TASK TO CARRY OUT: Pull each line containing "Архитектурная" out of the listing below.

MATERIAL SUPPLIED:
-- Opening Marker --
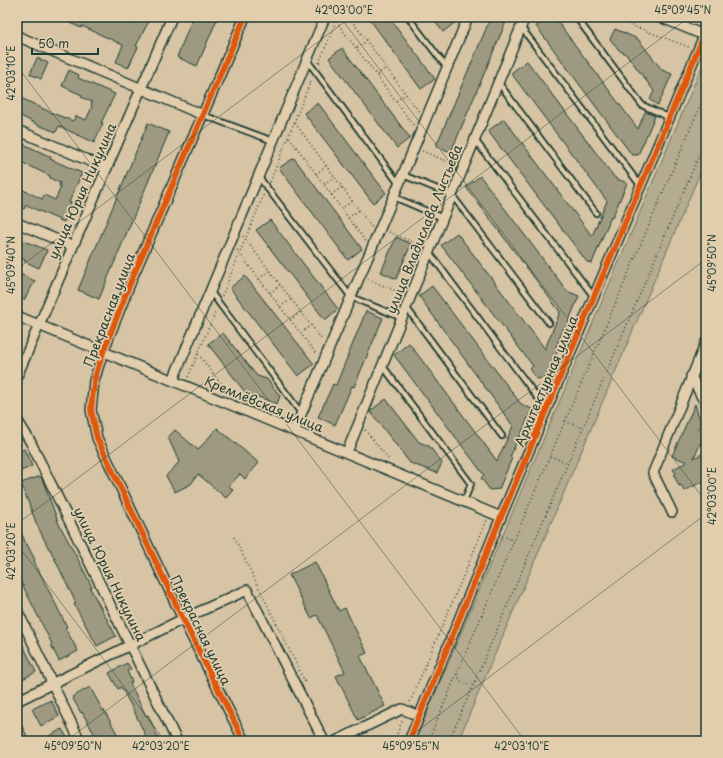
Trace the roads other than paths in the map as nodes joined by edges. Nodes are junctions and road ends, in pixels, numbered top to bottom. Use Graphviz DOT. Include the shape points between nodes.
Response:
graph roads {
  1 [pos="172,17"];
  2 [pos="245,17"];
  3 [pos="408,17"];
  4 [pos="468,17"];
  5 [pos="525,17"];
  6 [pos="576,17"];
  7 [pos="660,17"];
  8 [pos="328,18"];
  9 [pos="521,27"];
  10 [pos="705,34"];
  11 [pos="17,36"];
  12 [pos="307,60"];
  13 [pos="447,68"];
  14 [pos="498,82"];
  15 [pos="142,89"];
  16 [pos="203,115"];
  17 [pos="668,117"];
  18 [pos="17,130"];
  19 [pos="475,140"];
  20 [pos="273,141"];
  21 [pos="106,168"];
  22 [pos="403,175"];
  23 [pos="258,176"];
  24 [pos="399,184"];
  25 [pos="641,186"];
  26 [pos="452,195"];
  27 [pos="394,197"];
  28 [pos="596,213"];
  29 [pos="443,218"];
  30 [pos="17,223"];
  31 [pos="72,246"];
  32 [pos="429,250"];
  33 [pos="210,291"];
  34 [pos="351,297"];
  35 [pos="594,297"];
  36 [pos="406,307"];
  37 [pos="17,316"];
  38 [pos="402,318"];
  39 [pos="549,323"];
  40 [pos="38,325"];
  41 [pos="706,342"];
  42 [pos="103,352"];
  43 [pos="382,365"];
  44 [pos="17,376"];
  45 [pos="691,376"];
  46 [pos="173,380"];
  47 [pos="706,405"];
  48 [pos="546,410"];
  49 [pos="302,413"];
  50 [pos="17,420"];
  51 [pos="294,431"];
  52 [pos="502,436"];
  53 [pos="346,452"];
  54 [pos="464,501"];
  55 [pos="672,512"];
  56 [pos="501,517"];
  57 [pos="17,610"];
  58 [pos="182,619"];
  59 [pos="130,646"];
  60 [pos="53,684"];
  61 [pos="17,701"];
  62 [pos="419,716"];
  63 [pos="80,741"];
  64 [pos="177,741"];
  65 [pos="244,741"];
  66 [pos="324,741"];
  67 [pos="336,741"];
  68 [pos="409,741"];
  1 -- 15 [label="street, улица Юрия Никулина"];
  2 -- 16 [label="street, Прекрасная улица"];
  3 -- 13 [label="lane"];
  4 -- 13 [label="street"];
  5 -- 9 [label="street, улица Владислава Листьева"];
  6 -- 17 [label="lane" via="642,105"];
  7 -- 10 [label="street"];
  8 -- 12 [label="street"];
  9 -- 14 [label="street, улица Владислава Листьева"];
  9 -- 25 [label="lane"];
  10 -- 25 [label="street, Архитектурная улица"];
  11 -- 15 [label="street"];
  12 -- 20 [label="street"];
  12 -- 24 [label="lane"];
  13 -- 22 [label="street"];
  14 -- 19 [label="street, улица Владислава Листьева"];
  14 -- 28 [label="lane"];
  15 -- 16 [label="street"];
  15 -- 21 [label="street, улица Юрия Никулина"];
  16 -- 20 [label="lane"];
  16 -- 42 [label="street, Прекрасная улица"];
  18 -- 21 [label="street"];
  19 -- 26 [label="street, улица Владислава Листьева"];
  19 -- 35 [label="lane"];
  20 -- 23 [label="street"];
  21 -- 31 [label="street, улица Юрия Никулина"];
  22 -- 24 [label="street"];
  22 -- 26 [label="lane"];
  23 -- 33 [label="street"];
  23 -- 34 [label="lane"];
  24 -- 27 [label="street"];
  25 -- 35 [label="street, Архитектурная улица"];
  26 -- 29 [label="street, улица Владислава Листьева"];
  26 -- 39 [label="lane"];
  27 -- 29 [label="lane"];
  27 -- 34 [label="street"];
  29 -- 32 [label="street, улица Владислава Листьева"];
  30 -- 31 [label="street"];
  31 -- 40 [label="street, улица Юрия Никулина"];
  32 -- 36 [label="street, улица Владислава Листьева"];
  32 -- 48 [label="lane"];
  33 -- 46 [label="street"];
  33 -- 49 [label="lane"];
  34 -- 38 [label="lane"];
  34 -- 49 [label="street"];
  35 -- 48 [label="street, Архитектурная улица"];
  36 -- 38 [label="street, улица Владислава Листьева"];
  36 -- 52 [label="lane"];
  37 -- 40 [label="street, Кремлёвская улица"];
  38 -- 43 [label="street, улица Владислава Листьева"];
  40 -- 42 [label="street, Кремлёвская улица"];
  40 -- 44 [label="street, улица Юрия Никулина"];
  41 -- 45 [label="street"];
  42 -- 46 [label="street, Кремлёвская улица"];
  42 -- 58 [label="street, Прекрасная улица" via="94,380 91,410 97,438"];
  43 -- 53 [label="street, улица Владислава Листьева"];
  43 -- 54 [label="lane" via="471,484"];
  45 -- 47 [label="street"];
  45 -- 55 [label="street" via="653,473"];
  46 -- 51 [label="street, Кремлёвская улица"];
  48 -- 56 [label="street, Архитектурная улица"];
  49 -- 51 [label="street"];
  50 -- 59 [label="street, улица Юрия Никулина" via="30,441"];
  51 -- 53 [label="street, Кремлёвская улица"];
  53 -- 54 [label="street, Кремлёвская улица"];
  54 -- 56 [label="street, Кремлёвская улица"];
  56 -- 62 [label="street, Архитектурная улица"];
  57 -- 60 [label="street"];
  58 -- 59 [label="street"];
  58 -- 65 [label="street, Прекрасная улица"];
  58 -- 66 [label="street" via="246,590"];
  59 -- 60 [label="street"];
  59 -- 64 [label="street, улица Юрия Никулина"];
  60 -- 61 [label="street"];
  60 -- 63 [label="street"];
  62 -- 67 [label="street" via="402,708"];
  62 -- 68 [label="street, Архитектурная улица"];
}
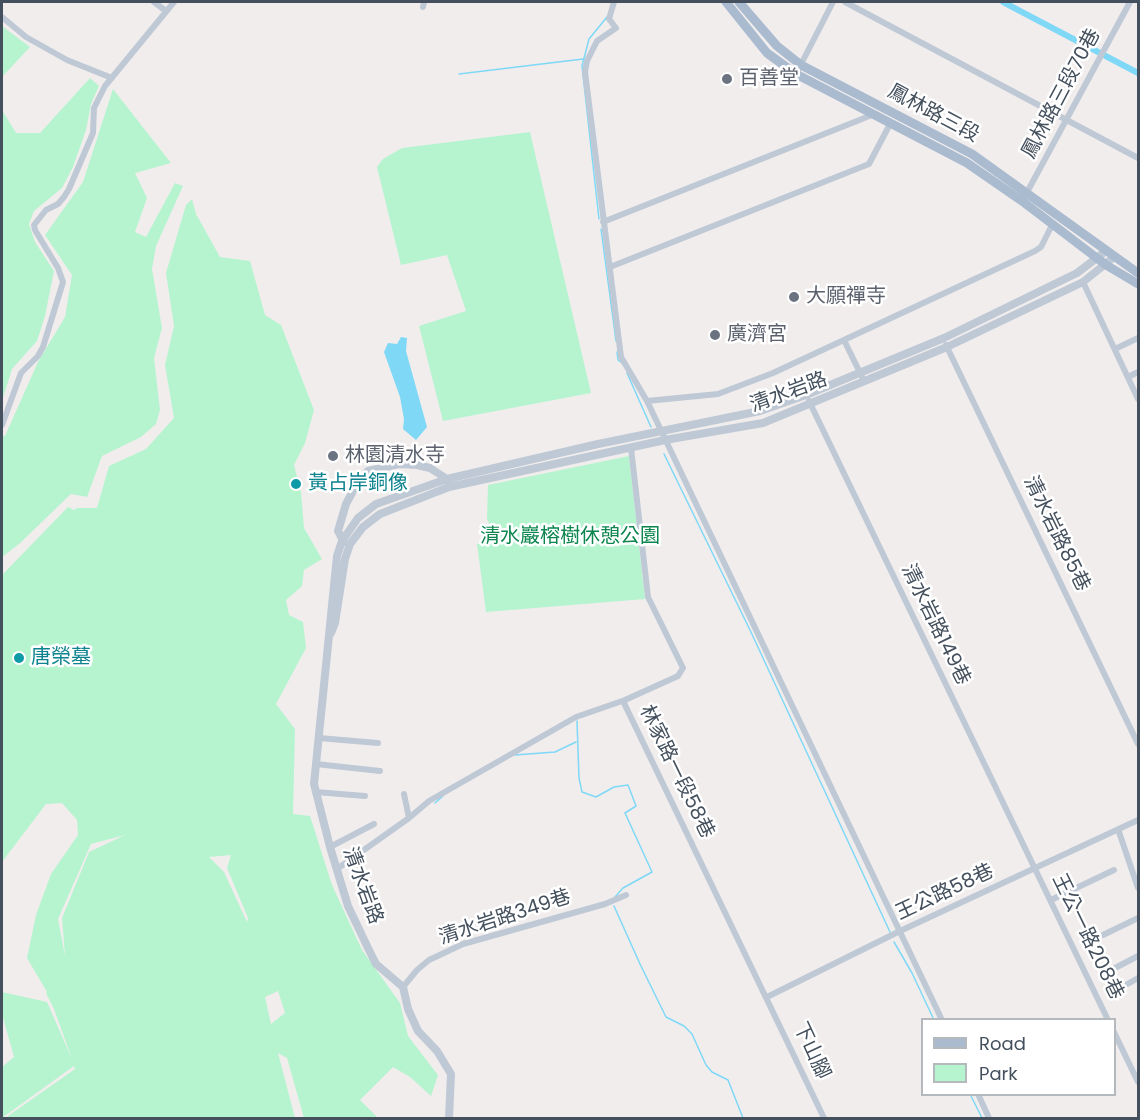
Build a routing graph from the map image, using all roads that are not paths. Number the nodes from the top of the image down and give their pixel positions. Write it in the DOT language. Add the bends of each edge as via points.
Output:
graph roads {
  1 [pos="154,2"];
  2 [pos="174,2"];
  3 [pos="614,2"];
  4 [pos="726,2"];
  5 [pos="739,2"];
  6 [pos="833,2"];
  7 [pos="845,2"];
  8 [pos="1130,2"];
  9 [pos="166,11"];
  10 [pos="2,17"];
  11 [pos="798,70"];
  12 [pos="112,78"];
  13 [pos="872,115"];
  14 [pos="1067,121"];
  15 [pos="890,124"];
  16 [pos="1138,158"];
  17 [pos="1027,192"];
  18 [pos="1022,201"];
  19 [pos="603,222"];
  20 [pos="1052,225"];
  21 [pos="1106,251"];
  22 [pos="1114,257"];
  23 [pos="1097,259"];
  24 [pos="1106,265"];
  25 [pos="610,267"];
  26 [pos="1138,273"];
  27 [pos="1083,282"];
  28 [pos="1138,285"];
  29 [pos="944,338"];
  30 [pos="1138,338"];
  31 [pos="844,340"];
  32 [pos="947,347"];
  33 [pos="1115,349"];
  34 [pos="860,372"];
  35 [pos="1138,372"];
  36 [pos="1128,377"];
  37 [pos="864,381"];
  38 [pos="806,395"];
  39 [pos="1138,399"];
  40 [pos="647,401"];
  41 [pos="810,404"];
  42 [pos="2,425"];
  43 [pos="661,431"];
  44 [pos="665,440"];
  45 [pos="631,448"];
  46 [pos="448,483"];
  47 [pos="346,543"];
  48 [pos="625,699"];
  49 [pos="319,738"];
  50 [pos="378,743"];
  51 [pos="1138,744"];
  52 [pos="316,764"];
  53 [pos="380,771"];
  54 [pos="316,792"];
  55 [pos="404,794"];
  56 [pos="365,796"];
  57 [pos="409,818"];
  58 [pos="1138,820"];
  59 [pos="374,824"];
  60 [pos="1118,829"];
  61 [pos="330,847"];
  62 [pos="337,869"];
  63 [pos="1036,869"];
  64 [pos="1114,870"];
  65 [pos="1138,888"];
  66 [pos="626,895"];
  67 [pos="1051,900"];
  68 [pos="1138,918"];
  69 [pos="900,932"];
  70 [pos="1103,935"];
  71 [pos="1138,956"];
  72 [pos="1115,968"];
  73 [pos="1138,978"];
  74 [pos="1124,986"];
  75 [pos="403,987"];
  76 [pos="767,997"];
  77 [pos="941,1018"];
  78 [pos="1107,1018"];
  79 [pos="1116,1036"];
  80 [pos="1138,1082"];
  81 [pos="978,1096"];
  82 [pos="449,1119"];
  83 [pos="824,1119"];
  84 [pos="989,1119"];
  1 -- 9 [label="street"];
  2 -- 9 [label="street"];
  3 -- 19 [label="street" via="609,18 616,28 597,41 585,72"];
  4 -- 11 [label="main road, 鳳林路三段" via="767,53"];
  5 -- 11 [label="main road, 鳳林路三段"];
  6 -- 11 [label="street"];
  7 -- 14 [label="street"];
  8 -- 14 [label="street, 鳳林路三段70巷"];
  9 -- 12 [label="street"];
  10 -- 12 [label="street" via="26,37"];
  11 -- 13 [label="main road, 鳳林路三段"];
  11 -- 17 [label="main road, 鳳林路三段" via="972,154"];
  12 -- 42 [label="street" via="94,108 93,133 64,197 34,225 63,282 43,347 21,373"];
  13 -- 15 [label="main road, 鳳林路三段"];
  13 -- 19 [label="street"];
  14 -- 16 [label="street"];
  14 -- 17 [label="street, 鳳林路三段70巷"];
  15 -- 18 [label="main road, 鳳林路三段" via="967,163"];
  15 -- 25 [label="street" via="869,164"];
  17 -- 18 [label="street, 鳳林路三段70巷"];
  17 -- 21 [label="main road, 鳳林路三段"];
  18 -- 20 [label="main road, 鳳林路三段"];
  19 -- 25 [label="street"];
  20 -- 23 [label="main road, 鳳林路三段"];
  20 -- 31 [label="street" via="1035,251"];
  21 -- 22 [label="main road, 鳳林路三段"];
  21 -- 23 [label="street, 清水岩路"];
  22 -- 24 [label="street, 清水岩路"];
  22 -- 26 [label="main road, 鳳林路三段"];
  23 -- 24 [label="main road, 鳳林路三段"];
  23 -- 29 [label="street, 清水岩路" via="1077,273"];
  24 -- 27 [label="street, 清水岩路"];
  24 -- 28 [label="main road, 鳳林路三段"];
  25 -- 40 [label="street" via="621,357"];
  27 -- 32 [label="street, 清水岩路"];
  27 -- 33 [label="street"];
  29 -- 32 [label="street, 清水岩路85巷"];
  29 -- 34 [label="street, 清水岩路"];
  30 -- 33 [label="street"];
  31 -- 34 [label="street"];
  31 -- 40 [label="street" via="718,394"];
  32 -- 37 [label="street, 清水岩路"];
  32 -- 51 [label="street, 清水岩路85巷"];
  33 -- 36 [label="street"];
  34 -- 37 [label="street"];
  34 -- 38 [label="street, 清水岩路"];
  35 -- 36 [label="street"];
  36 -- 39 [label="street"];
  37 -- 41 [label="street, 清水岩路"];
  38 -- 41 [label="street, 清水岩路149巷"];
  38 -- 43 [label="street, 清水岩路" via="760,411"];
  40 -- 43 [label="street"];
  41 -- 44 [label="street, 清水岩路" via="763,423"];
  41 -- 63 [label="street, 清水岩路149巷"];
  43 -- 44 [label="street"];
  43 -- 46 [label="street, 清水岩路"];
  44 -- 45 [label="street, 清水岩路"];
  44 -- 69 [label="street"];
  45 -- 46 [label="street, 清水岩路"];
  45 -- 48 [label="street, 林家路一段58巷" via="648,597 683,668 678,676"];
  46 -- 47 [label="street, 清水岩路" via="380,514"];
  46 -- 47 [label="street, 清水岩路" via="430,468 417,465 399,464 368,471 346,504 338,531"];
  47 -- 49 [label="street, 清水岩路" via="335,623 329,638"];
  48 -- 57 [label="street" via="576,717 429,801"];
  48 -- 76 [label="street, 林家路一段58巷" via="654,769"];
  49 -- 50 [label="street"];
  49 -- 52 [label="street, 清水岩路"];
  52 -- 53 [label="street"];
  52 -- 54 [label="street, 清水岩路"];
  54 -- 56 [label="street"];
  54 -- 61 [label="street, 清水岩路"];
  55 -- 57 [label="street"];
  57 -- 62 [label="street"];
  58 -- 60 [label="street, 王公路58巷"];
  59 -- 61 [label="street"];
  60 -- 63 [label="street, 王公路58巷"];
  60 -- 65 [label="street"];
  61 -- 62 [label="street, 清水岩路"];
  62 -- 75 [label="street, 清水岩路" via="348,906 376,964"];
  63 -- 67 [label="street, 王公一路208巷"];
  63 -- 69 [label="street, 王公路58巷"];
  64 -- 67 [label="street"];
  66 -- 75 [label="street, 清水岩路349巷" via="463,944 429,960"];
  67 -- 78 [label="street, 王公一路208巷"];
  68 -- 70 [label="street"];
  69 -- 76 [label="street, 王公路58巷"];
  69 -- 77 [label="street"];
  71 -- 72 [label="street"];
  73 -- 74 [label="street"];
  75 -- 82 [label="street" via="418,1030 452,1074"];
  76 -- 83 [label="street, 下山腳"];
  79 -- 80 [label="street"];
  81 -- 84 [label="street"];
}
-- Closing Marker --
OUTPUT FOR THIS TASK:
  10 -- 25 [label="street, Архитектурная улица"];
  25 -- 35 [label="street, Архитектурная улица"];
  35 -- 48 [label="street, Архитектурная улица"];
  48 -- 56 [label="street, Архитектурная улица"];
  56 -- 62 [label="street, Архитектурная улица"];
  62 -- 68 [label="street, Архитектурная улица"];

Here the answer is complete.